To those getting a bit “overserved” the bartender would remind them to “mind their Ps and Qs.”

And that seems particularly good advice for today’s investors as we see the stock market continue to climb.  Because there is always a correction.  Just look at the chart below, which shows the history of the stock market since 1900.  Does anybody really believe this will keep climbing in a straight line up from here?

History of the stock market from 1900.

 

It could, of course, go up for quite a while, but let’s not get all heady and drunk on our recent success.  It’s time right now to start figuring at what point we will sell if the market goes into a major correction.  Best to do that and live to invest another day, instead of riding the thing down too far and taking a big loss.
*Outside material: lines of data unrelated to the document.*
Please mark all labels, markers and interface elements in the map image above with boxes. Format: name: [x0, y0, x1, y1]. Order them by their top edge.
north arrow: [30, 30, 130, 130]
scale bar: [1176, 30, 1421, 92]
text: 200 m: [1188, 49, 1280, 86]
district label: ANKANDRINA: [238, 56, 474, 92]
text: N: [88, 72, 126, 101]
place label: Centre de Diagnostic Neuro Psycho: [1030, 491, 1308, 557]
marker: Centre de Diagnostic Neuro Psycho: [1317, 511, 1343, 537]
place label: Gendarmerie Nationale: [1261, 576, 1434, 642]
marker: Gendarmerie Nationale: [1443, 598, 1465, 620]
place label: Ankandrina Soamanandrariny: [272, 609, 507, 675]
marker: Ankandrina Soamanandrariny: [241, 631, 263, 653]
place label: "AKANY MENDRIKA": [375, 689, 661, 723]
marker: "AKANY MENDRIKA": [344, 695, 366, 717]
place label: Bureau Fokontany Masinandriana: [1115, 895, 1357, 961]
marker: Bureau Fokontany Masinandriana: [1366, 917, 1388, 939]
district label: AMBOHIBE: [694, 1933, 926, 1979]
I suggest that any stock going down 25% from the highest price you’ve owned it is a good place to exit.  This is known as a 25% trailing stop loss.

We don’t need to do that right now, because it is heading up.  But now is the time to start thinking about it.

Because now is the time to start watching our Ps and Qs.

To your health – John Roberts.

P.S. Three hundred years later IBM created the 1620 scientific computer system.  And there was a young programmer (me) learning how to program it.  Programming is basically telling a machine what to do (called the “operation”) and what to do it to (called the “operands”).  So, for example, if there was a number in memory position 500 that you wanted to add to a number in memory position 600, you simply wrote the operation code for Add (which was 21) and the two operands you wanted to add together, which were 00500 and 00600.  The actual computer instruction looked like this – 21 00600 00500.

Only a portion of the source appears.